You don't get what presets are.

Developers test VS on, say, a P3 with 256MB ram. They find a ton of tweaks to the config that make it playable. A preset is that ton of tweaks with a name, so vssetup can say "P3 w/256MB ram".

Same goes for graphics, and whatever. Presets are names given to a set of variable changes - a set that developers include in vssetup with the help of non-developer testers. That's why non-developers have to be able to work with that data, to help developers (which usually lack the time to massively test on massive amounts of disparate hardware).

Then you have modders, which may or may not want a GUI for tweaking the internal variables that make the game's content (and hence the mod), and later tell vssetup of all those "different defaults". They're not the defaults in code - a mod shouldn't have to recompile!

Now... about the XML parser... why don't you take a look at XmlDocument?

XMLDocument.h

As you'll see, it does support editing and dumping to a file.
As I said, I wrote it exactly because of that.

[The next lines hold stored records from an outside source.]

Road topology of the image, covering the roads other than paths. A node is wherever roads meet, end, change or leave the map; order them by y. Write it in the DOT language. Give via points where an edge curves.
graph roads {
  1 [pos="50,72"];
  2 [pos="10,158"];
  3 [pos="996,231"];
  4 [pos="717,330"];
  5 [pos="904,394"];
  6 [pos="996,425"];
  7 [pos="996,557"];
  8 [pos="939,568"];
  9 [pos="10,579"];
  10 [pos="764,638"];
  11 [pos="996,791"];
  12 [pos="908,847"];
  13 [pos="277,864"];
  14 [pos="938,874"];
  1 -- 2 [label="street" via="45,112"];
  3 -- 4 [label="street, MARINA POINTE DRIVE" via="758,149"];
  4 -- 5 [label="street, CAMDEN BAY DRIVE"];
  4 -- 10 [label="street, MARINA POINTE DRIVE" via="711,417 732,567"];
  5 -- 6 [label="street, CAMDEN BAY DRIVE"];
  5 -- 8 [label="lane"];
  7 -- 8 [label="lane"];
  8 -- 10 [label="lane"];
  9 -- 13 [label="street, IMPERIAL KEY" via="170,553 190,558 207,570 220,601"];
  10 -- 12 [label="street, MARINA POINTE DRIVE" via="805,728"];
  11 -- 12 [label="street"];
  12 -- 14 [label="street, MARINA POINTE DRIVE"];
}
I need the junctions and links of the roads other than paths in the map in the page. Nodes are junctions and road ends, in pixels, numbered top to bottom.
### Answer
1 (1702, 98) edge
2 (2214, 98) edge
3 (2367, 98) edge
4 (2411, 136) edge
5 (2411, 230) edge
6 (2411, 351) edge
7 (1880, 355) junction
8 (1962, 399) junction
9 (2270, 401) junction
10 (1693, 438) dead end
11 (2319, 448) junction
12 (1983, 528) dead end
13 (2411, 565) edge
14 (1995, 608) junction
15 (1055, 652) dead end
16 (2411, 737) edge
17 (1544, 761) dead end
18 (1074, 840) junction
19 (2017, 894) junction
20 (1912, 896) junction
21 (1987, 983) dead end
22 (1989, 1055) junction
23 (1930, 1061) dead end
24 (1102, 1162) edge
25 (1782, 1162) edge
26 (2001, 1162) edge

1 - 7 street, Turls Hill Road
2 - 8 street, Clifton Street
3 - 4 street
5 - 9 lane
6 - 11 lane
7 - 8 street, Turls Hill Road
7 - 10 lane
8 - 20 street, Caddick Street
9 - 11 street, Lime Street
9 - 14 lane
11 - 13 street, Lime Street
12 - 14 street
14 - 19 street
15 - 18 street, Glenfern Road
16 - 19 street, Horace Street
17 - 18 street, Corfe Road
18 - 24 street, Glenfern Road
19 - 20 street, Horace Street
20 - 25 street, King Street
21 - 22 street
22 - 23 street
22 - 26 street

That, and because I don't like vanilla C mixed with OO C++, so I needed a C++ wrapper to use from within other C++ classes.
And, as I said again, it's just a C++ wrapper of expat (the parser used by VS all over the place).

Note: it may not handle weird encoding mixes, like input that comes in latin-1 and has to be spit out in utf-8. You'll have to provide all utf-8 strings and that kind of stuff. And I don't remember whether it converts some special chars at certain points to entities when writing. But all that can be fixed later.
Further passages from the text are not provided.